### Task instructions
Except for images, print the whole listing verbatim.

***** Task material

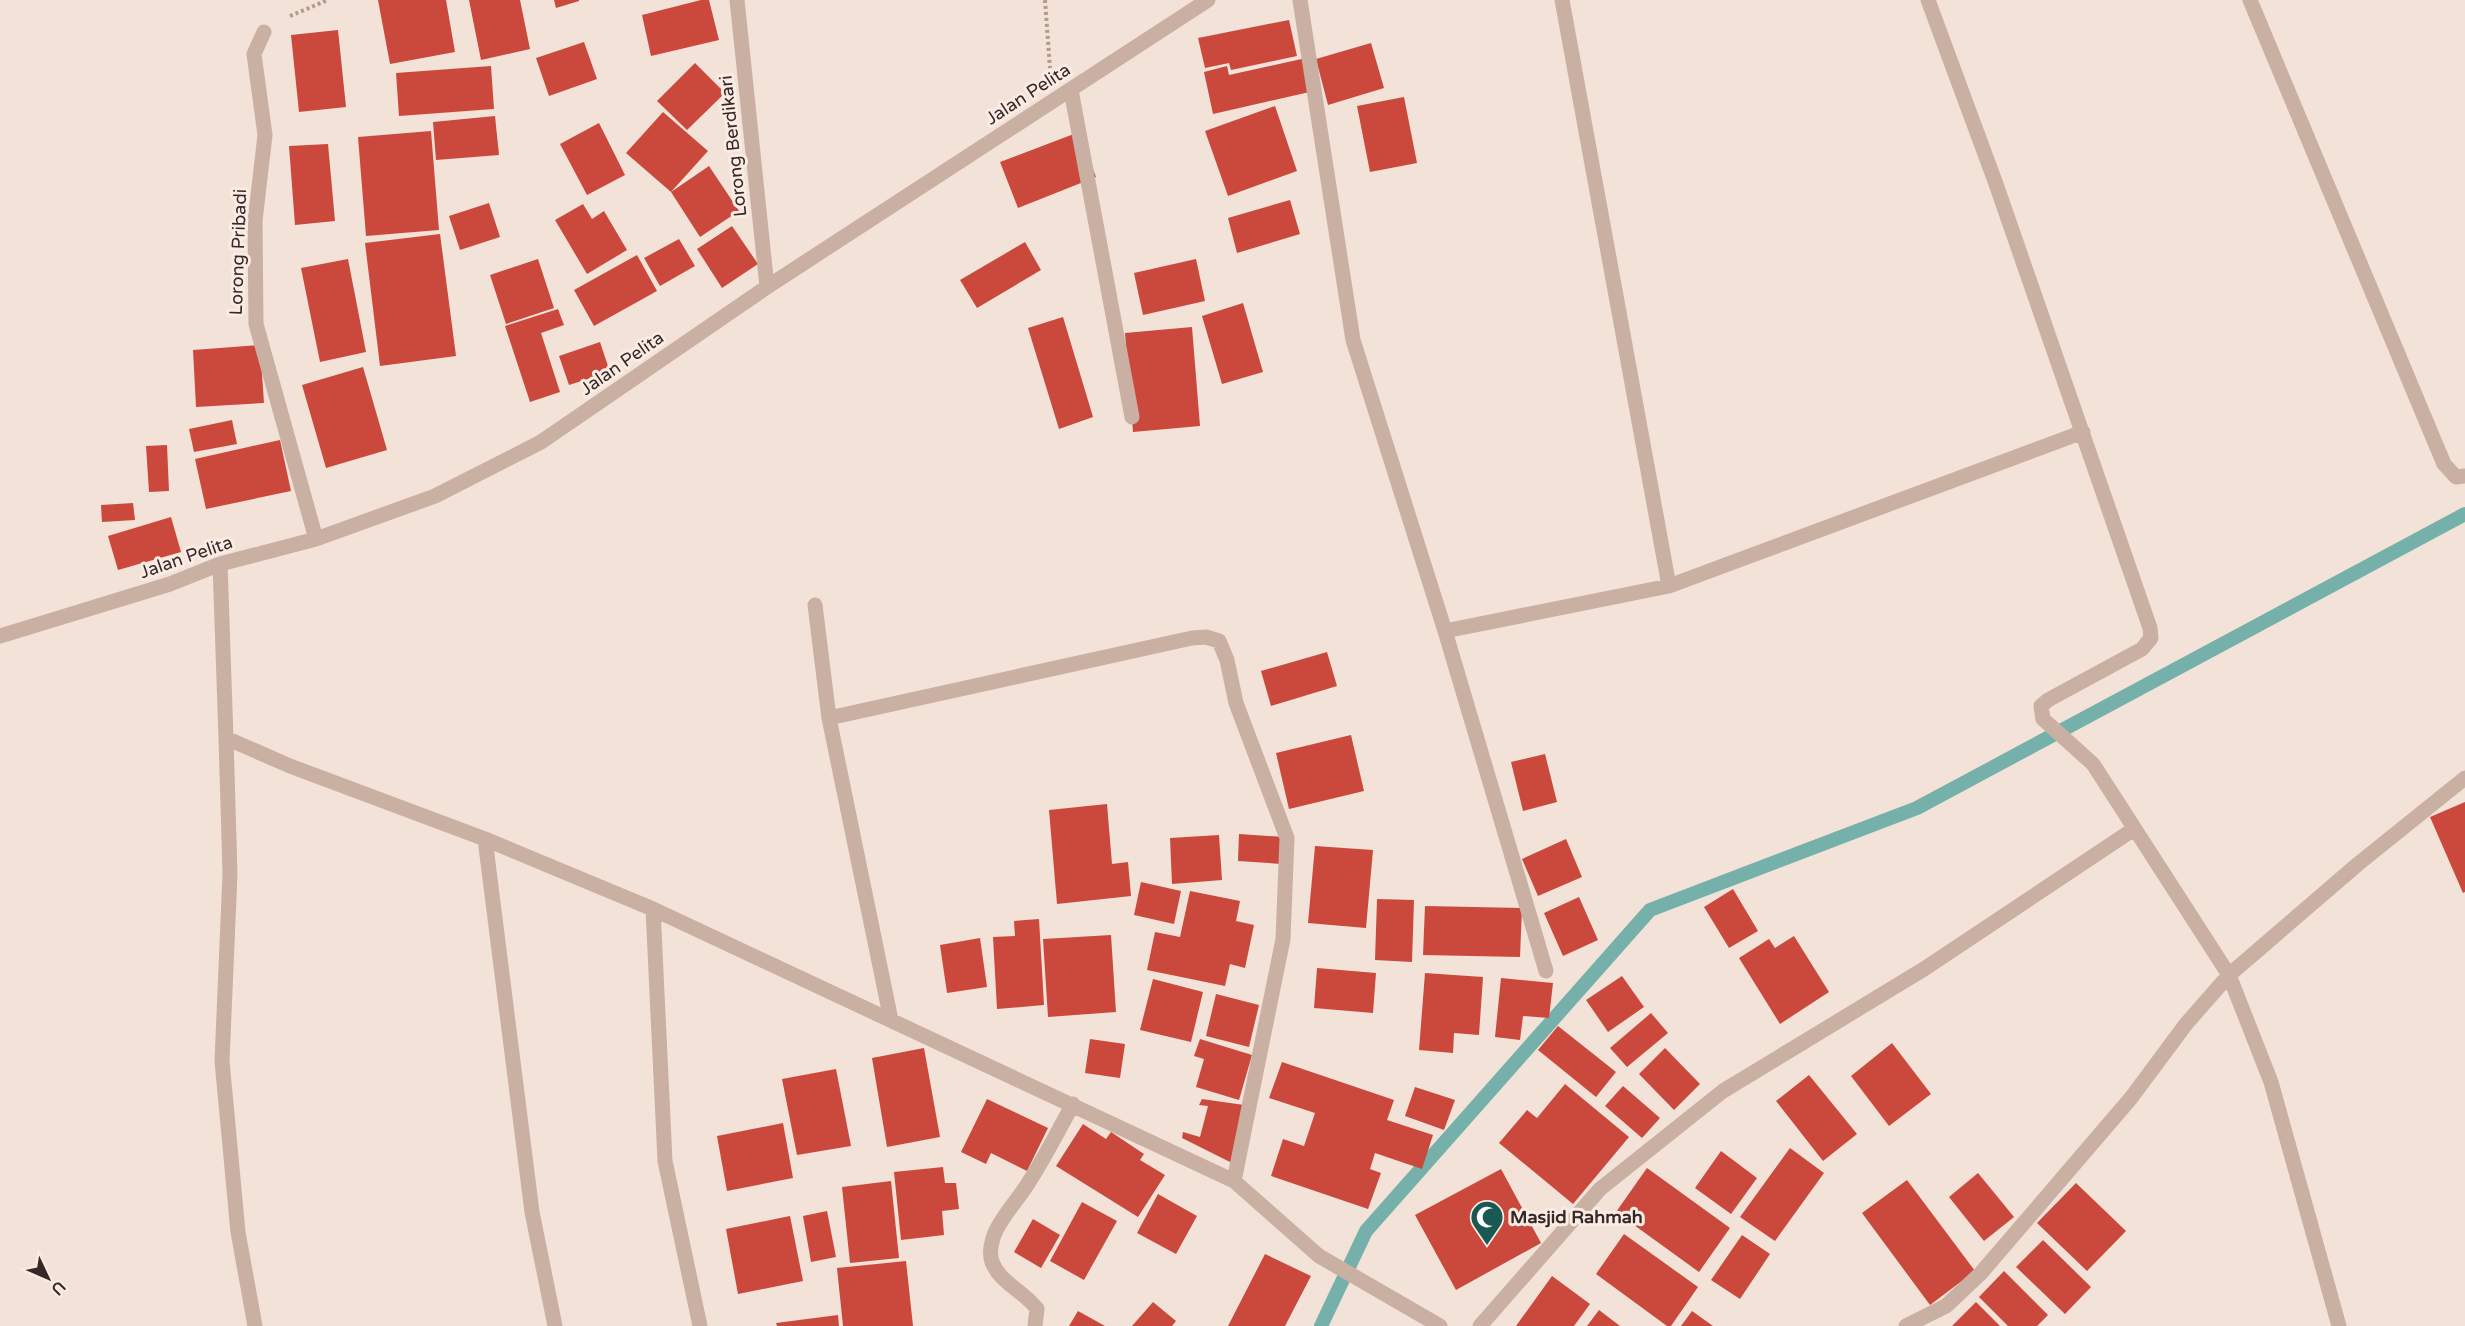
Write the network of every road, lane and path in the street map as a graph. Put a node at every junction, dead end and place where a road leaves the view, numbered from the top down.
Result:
1 (328, 0) edge
2 (737, 0) edge
3 (1046, 0) edge
4 (1208, 0) edge
5 (1300, 0) edge
6 (1562, 0) edge
7 (1928, 0) edge
8 (2250, 0) edge
9 (264, 32) joint
10 (1071, 90) junction
11 (1052, 102) junction
12 (767, 287) junction
13 (1132, 417) dead end
14 (2083, 432) junction
15 (2465, 476) edge
16 (316, 539) junction
17 (220, 564) junction
18 (1669, 586) junction
19 (815, 604) dead end
20 (1445, 632) junction
21 (0, 636) edge
22 (829, 718) junction
23 (226, 738) junction
24 (2465, 778) edge
25 (2134, 829) junction
26 (485, 839) junction
27 (653, 909) junction
28 (1546, 971) dead end
29 (2229, 975) junction
30 (891, 1020) junction
31 (1073, 1104) junction
32 (1234, 1180) junction
33 (255, 1326) edge
34 (555, 1326) edge
35 (700, 1326) edge
36 (1035, 1326) edge
37 (1440, 1326) edge
38 (1480, 1326) edge
39 (1906, 1326) edge
40 (2339, 1326) edge

1 - 9 path
2 - 12 street, Lorong Berdikari
3 - 11 path
4 - 10 street, Jalan Pelita
5 - 20 street
6 - 18 street
7 - 14 street
8 - 15 street
9 - 16 street, Lorong Pribadi
10 - 11 street, Jalan Pelita
10 - 13 street
11 - 12 street, Jalan Pelita
12 - 16 street, Jalan Pelita
14 - 18 street
14 - 25 street
16 - 17 street, Jalan Pelita
17 - 21 street, Jalan Pelita
17 - 23 street
18 - 20 street
19 - 22 street
20 - 28 street
22 - 30 street
22 - 32 street
23 - 26 street
23 - 33 street
24 - 29 street
25 - 29 street
25 - 38 street
26 - 27 street
26 - 34 street
27 - 30 street
27 - 35 street
29 - 39 street
29 - 40 street
30 - 31 street
31 - 32 street
31 - 36 street
32 - 37 street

**********

### Solution below
Write the network of every road, lane and path in the street map as a graph. Put a node at every junction, dead end and place where a road leaves the view, numbered from the top down.
Result:
1 (328, 0) edge
2 (737, 0) edge
3 (1046, 0) edge
4 (1208, 0) edge
5 (1300, 0) edge
6 (1562, 0) edge
7 (1928, 0) edge
8 (2250, 0) edge
9 (264, 32) joint
10 (1071, 90) junction
11 (1052, 102) junction
12 (767, 287) junction
13 (1132, 417) dead end
14 (2083, 432) junction
15 (2465, 476) edge
16 (316, 539) junction
17 (220, 564) junction
18 (1669, 586) junction
19 (815, 604) dead end
20 (1445, 632) junction
21 (0, 636) edge
22 (829, 718) junction
23 (226, 738) junction
24 (2465, 778) edge
25 (2134, 829) junction
26 (485, 839) junction
27 (653, 909) junction
28 (1546, 971) dead end
29 (2229, 975) junction
30 (891, 1020) junction
31 (1073, 1104) junction
32 (1234, 1180) junction
33 (255, 1326) edge
34 (555, 1326) edge
35 (700, 1326) edge
36 (1035, 1326) edge
37 (1440, 1326) edge
38 (1480, 1326) edge
39 (1906, 1326) edge
40 (2339, 1326) edge

1 - 9 path
2 - 12 street, Lorong Berdikari
3 - 11 path
4 - 10 street, Jalan Pelita
5 - 20 street
6 - 18 street
7 - 14 street
8 - 15 street
9 - 16 street, Lorong Pribadi
10 - 11 street, Jalan Pelita
10 - 13 street
11 - 12 street, Jalan Pelita
12 - 16 street, Jalan Pelita
14 - 18 street
14 - 25 street
16 - 17 street, Jalan Pelita
17 - 21 street, Jalan Pelita
17 - 23 street
18 - 20 street
19 - 22 street
20 - 28 street
22 - 30 street
22 - 32 street
23 - 26 street
23 - 33 street
24 - 29 street
25 - 29 street
25 - 38 street
26 - 27 street
26 - 34 street
27 - 30 street
27 - 35 street
29 - 39 street
29 - 40 street
30 - 31 street
31 - 32 street
31 - 36 street
32 - 37 street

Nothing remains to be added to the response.